While you are correct that certain contracts may be restructured in bankruptcy court, but incorrect in the assumption that it also applied to franchise agreements. That, or perhaps you are confusing the "franchise" as in Florida Marlins Baseball Club, LLC with the franchise agreement, which allows Florida Marlins Baseball Club LLC to utilize certain assets of MLB. The franchise, as in team, can be assigned in cases outside of MLB (antitrust prevents such action), but not the franchise agreement without consent of the franchiser. In such cases, such a business without a franchise agreement becomes worthless.
With regard to MLB, thanks to the antitrust exemption, no court has any say in any action regarding the who owns an MLB franchise. Even an existing owner cannot choose who to sell to without consent of MLB, and MLB has, under Selig, often turned down the highest bidder (Red Sox and Dodgers perhaps being the most notable), or, in the case of the Twins, prevented the sales altogether. Further, the exemption gives MLB the right to at any time, even on whim, terminate a franchise agreement and contract a team unless such action is expressly prohibited by the CBA (MLB and MLBPA agreed in 1994-95 to remove labor relations, and thus the CBA, from the antitrust exemption). In the case of bankruptcy, as noted in an earlier post, MLB can eliminate a franchise and not violate the CBA, and there is nothing any court can do about it under the antitrust exemption.
Even without contraction, with the antitrust exemption MLB can at any force out an owner either by forcing a sale to another party (the Reds being taken from Marge Schott, though officially a "voluntary" sale), take over the team itself for a price it determines (Expos), or suspend an owner from operations (Steinbrenner when convicted of illegal campaign contributions to Nixon and obstruction of justice). Of course, as a practical matter, such actions would today likely bring a suit to remove the antitrust exemption. While that may sound good to some, supposedly it would also likely kill off the minor league farm systems as we know them as MLB teams would lose reserve rights to minor league players. Then again, that could mean Nats could bring up any minor leaguer to fill a hole on the MLB roster. I guess the minor league would become to MLB as the CFL is to the NFL.

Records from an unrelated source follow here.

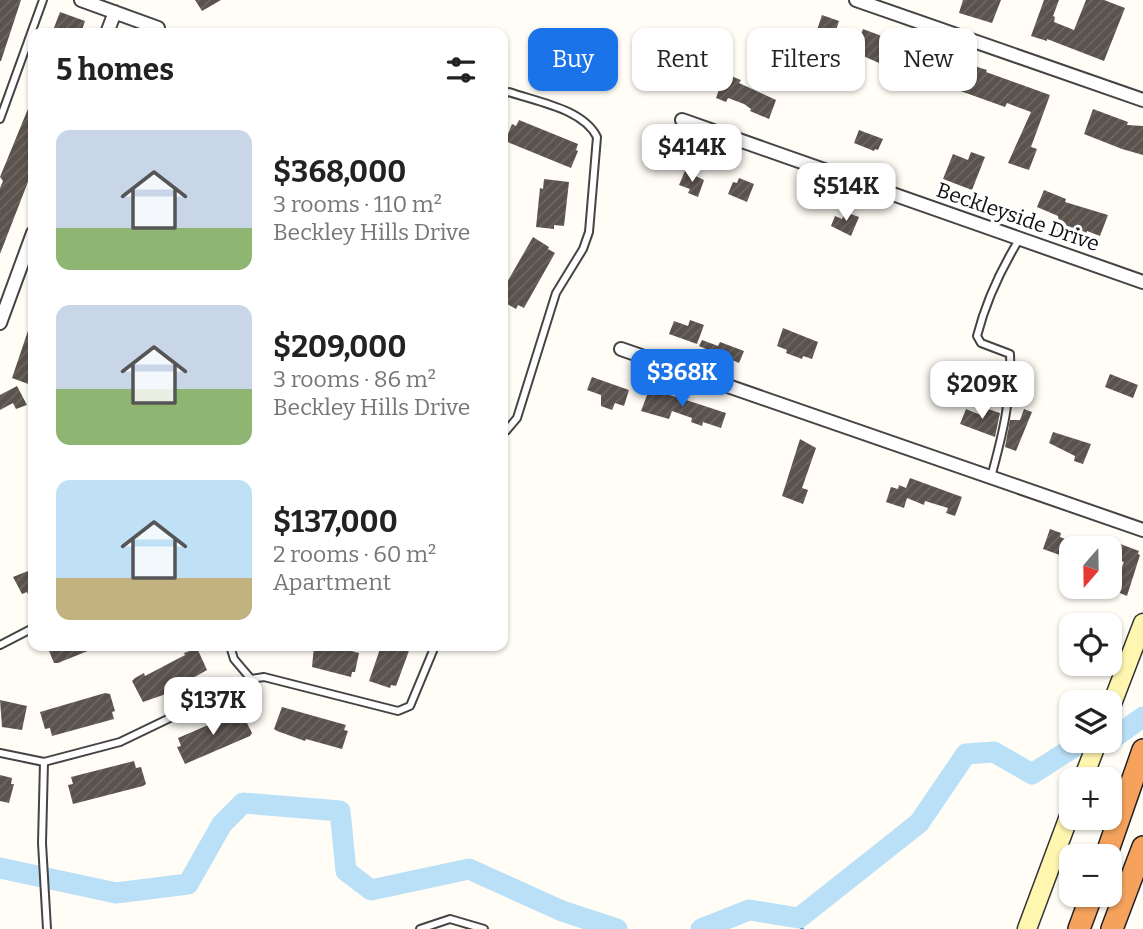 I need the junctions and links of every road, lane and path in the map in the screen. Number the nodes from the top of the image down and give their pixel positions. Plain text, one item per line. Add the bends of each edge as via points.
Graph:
1 (43, 0) edge
2 (81, 0) edge
3 (856, 0) edge
4 (115, 12) junction
5 (33, 28) edge
6 (109, 28) edge
7 (158, 28) dead end
8 (28, 42) edge
9 (508, 92) edge
10 (1143, 100) edge
11 (0, 119) edge
12 (682, 120) dead end
13 (1020, 238) junction
14 (28, 247) edge
15 (1143, 282) edge
16 (0, 323) edge
17 (621, 349) dead end
18 (508, 429) edge
19 (991, 477) junction
20 (1143, 530) edge
21 (1143, 623) edge
22 (28, 631) edge
23 (0, 645) edge
24 (232, 651) edge
25 (433, 651) edge
26 (251, 679) junction
27 (1116, 690) edge
28 (1143, 751) edge
29 (0, 753) edge
30 (44, 762) junction
31 (1064, 830) edge
32 (1110, 844) edge
33 (1143, 847) edge
34 (1129, 886) junction
35 (1087, 907) edge
36 (47, 929) edge
37 (420, 929) edge
38 (484, 929) edge
39 (1027, 929) edge
40 (1079, 929) edge
41 (1112, 929) edge
42 (1123, 929) edge

1 - 5 lane
2 - 4 street
3 - 10 street
4 - 6 street
4 - 7 street
8 - 11 lane
9 - 18 lane via 591,124 597,137 589,232 556,293 517,418
12 - 13 street, Beckleyside Drive
13 - 15 street, Beckleyside Drive
13 - 19 lane via 984,310 977,336 981,343 1010,354 1004,429
14 - 16 street
17 - 19 street
19 - 20 street
21 - 27 main road
22 - 23 lane
24 - 26 lane
25 - 26 lane via 410,706 398,711 264,677
26 - 30 lane via 120,742
28 - 32 highway
29 - 30 lane
30 - 36 lane
31 - 39 main road
33 - 34 highway
34 - 41 highway
34 - 42 highway
35 - 40 highway
37 - 38 lane via 450,919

Outside of MLB, you first need to understand that a franchise agreement is similar to a lease agreement, except franchisers have even more rights than leasers under bankruptcy law. The assets and rights thereto provided in a franchise agreement belong to the franchiser, and the franchisee has temporary and restricted rights to use those assets, which are generally intangible in nature. To the franchisee, the franchise agreement is not an asset, but instead more similar to a debt obligation. In fact, MLBs D&B listing is as
Lessors of Nonfinancial Intangible Assets. The franchiser is the sole and exclusive owner of the assets. Since 1979, certain aspects of bankruptcy enabled the franchiser to terminate the franchise agreement as in 1979, franchise agreements have fallen under the FTC. As a result, there is a document called the Financial Disclosure Document (FDD) that is part of all franchise agreements, which contains mandatory items for franchise agreements and renewals. Even prior to 1979, the courts did not have power to assign a franchise agreement if the franchiser did not desire to do so. Since 1979, however, the franchiser is enabled to terminate the agreement upon the filing for bankruptcy (or any other "good cause") of the business operating under the franchise agreement, or its owner. In some states (not sure about NY - under whose laws all MLB franchises are subject), it also includes bankruptcies of any businesses in which the owner is an officer or director, or has a significant investment. In many (ludicrous) instances, "good cause" has even been interpreted as high profitability of all things, and the franchiser was permitted to terminate the agreement, take over the operation, and pocket all the profits.